> **WORK ITEM**
Scan the lines below for the string "Drive" and copy every one that has it.
EXCERPTED RECORDS: Begin
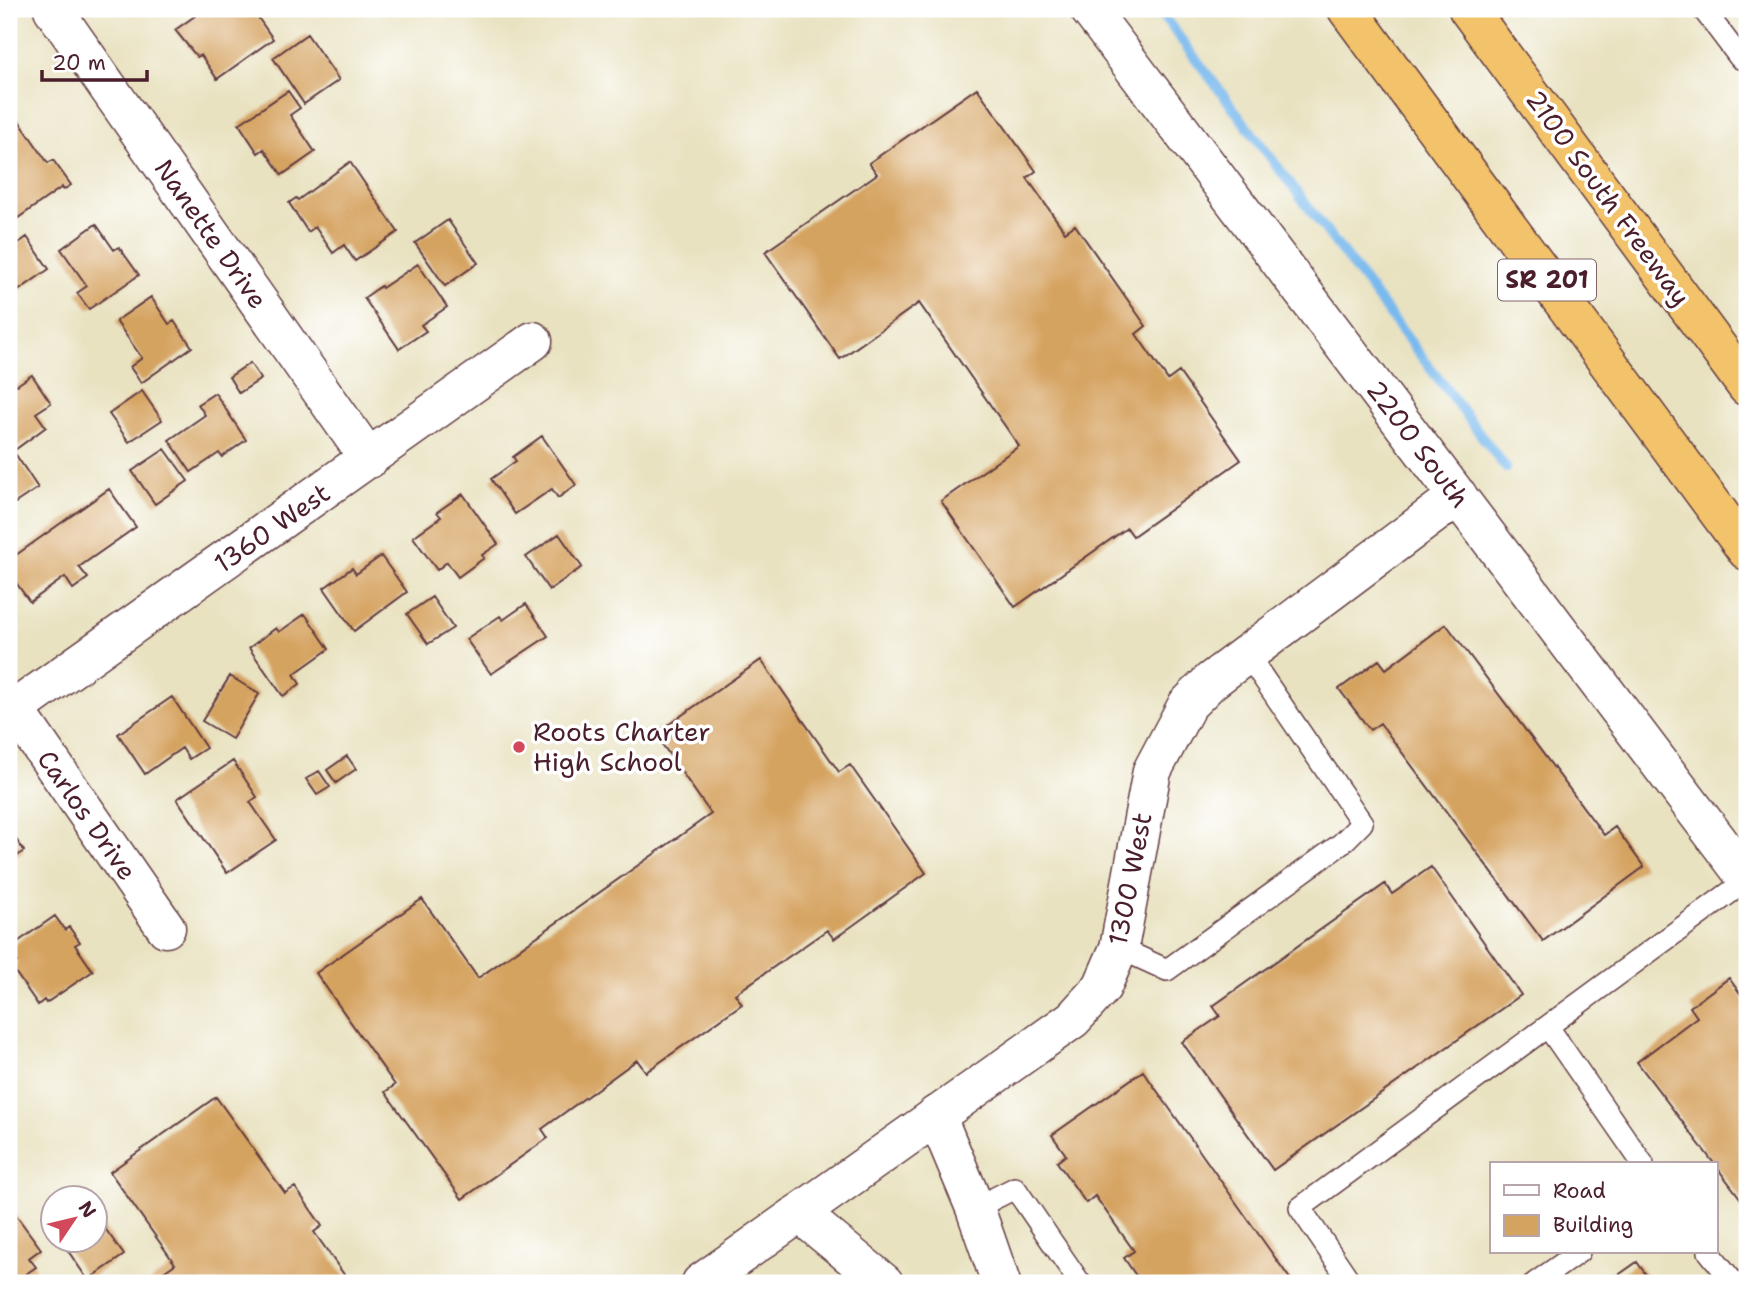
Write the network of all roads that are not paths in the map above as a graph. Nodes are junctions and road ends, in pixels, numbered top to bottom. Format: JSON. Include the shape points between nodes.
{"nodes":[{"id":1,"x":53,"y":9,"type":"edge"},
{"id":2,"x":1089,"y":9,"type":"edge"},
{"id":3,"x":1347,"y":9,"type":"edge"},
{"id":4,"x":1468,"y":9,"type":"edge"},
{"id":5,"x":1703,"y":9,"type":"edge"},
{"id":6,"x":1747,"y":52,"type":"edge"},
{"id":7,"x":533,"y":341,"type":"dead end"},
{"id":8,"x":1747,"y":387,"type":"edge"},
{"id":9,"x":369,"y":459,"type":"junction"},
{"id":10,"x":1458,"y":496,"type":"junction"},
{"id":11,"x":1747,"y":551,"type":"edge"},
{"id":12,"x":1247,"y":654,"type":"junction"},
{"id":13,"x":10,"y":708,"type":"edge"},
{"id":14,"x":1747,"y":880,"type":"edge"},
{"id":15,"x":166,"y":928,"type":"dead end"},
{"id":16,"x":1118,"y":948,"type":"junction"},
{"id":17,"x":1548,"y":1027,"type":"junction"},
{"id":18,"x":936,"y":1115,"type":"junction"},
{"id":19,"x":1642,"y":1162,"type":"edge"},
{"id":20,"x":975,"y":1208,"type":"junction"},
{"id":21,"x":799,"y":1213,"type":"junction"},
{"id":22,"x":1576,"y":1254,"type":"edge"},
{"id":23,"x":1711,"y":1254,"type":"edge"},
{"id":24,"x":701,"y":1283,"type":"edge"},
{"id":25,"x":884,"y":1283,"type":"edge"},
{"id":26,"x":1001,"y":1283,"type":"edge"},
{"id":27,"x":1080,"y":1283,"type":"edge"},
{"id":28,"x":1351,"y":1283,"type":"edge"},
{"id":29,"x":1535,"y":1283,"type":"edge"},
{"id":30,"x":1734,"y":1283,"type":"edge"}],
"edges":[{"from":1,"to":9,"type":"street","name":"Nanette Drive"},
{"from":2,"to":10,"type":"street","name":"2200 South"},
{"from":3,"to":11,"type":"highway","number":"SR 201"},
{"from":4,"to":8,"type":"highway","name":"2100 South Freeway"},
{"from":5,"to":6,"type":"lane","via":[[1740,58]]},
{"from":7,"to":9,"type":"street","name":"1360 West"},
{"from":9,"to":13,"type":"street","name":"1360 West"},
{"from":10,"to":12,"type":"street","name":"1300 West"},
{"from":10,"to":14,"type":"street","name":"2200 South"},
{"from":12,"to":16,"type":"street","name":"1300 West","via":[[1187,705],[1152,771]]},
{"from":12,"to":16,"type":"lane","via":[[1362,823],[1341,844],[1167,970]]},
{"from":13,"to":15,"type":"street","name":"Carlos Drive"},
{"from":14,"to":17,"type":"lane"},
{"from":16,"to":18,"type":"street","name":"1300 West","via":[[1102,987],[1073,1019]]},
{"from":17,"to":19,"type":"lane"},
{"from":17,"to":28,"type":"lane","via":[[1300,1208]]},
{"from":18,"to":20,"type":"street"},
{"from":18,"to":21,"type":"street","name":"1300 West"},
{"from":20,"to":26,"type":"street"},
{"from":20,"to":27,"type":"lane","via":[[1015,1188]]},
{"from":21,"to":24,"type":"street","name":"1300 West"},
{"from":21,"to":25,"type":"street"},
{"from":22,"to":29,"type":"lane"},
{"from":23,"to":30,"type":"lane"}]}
EXCERPTED RECORDS: End
> **EXERCISE RESPONSE**
"edges":[{"from":1,"to":9,"type":"street","name":"Nanette Drive"},
{"from":13,"to":15,"type":"street","name":"Carlos Drive"},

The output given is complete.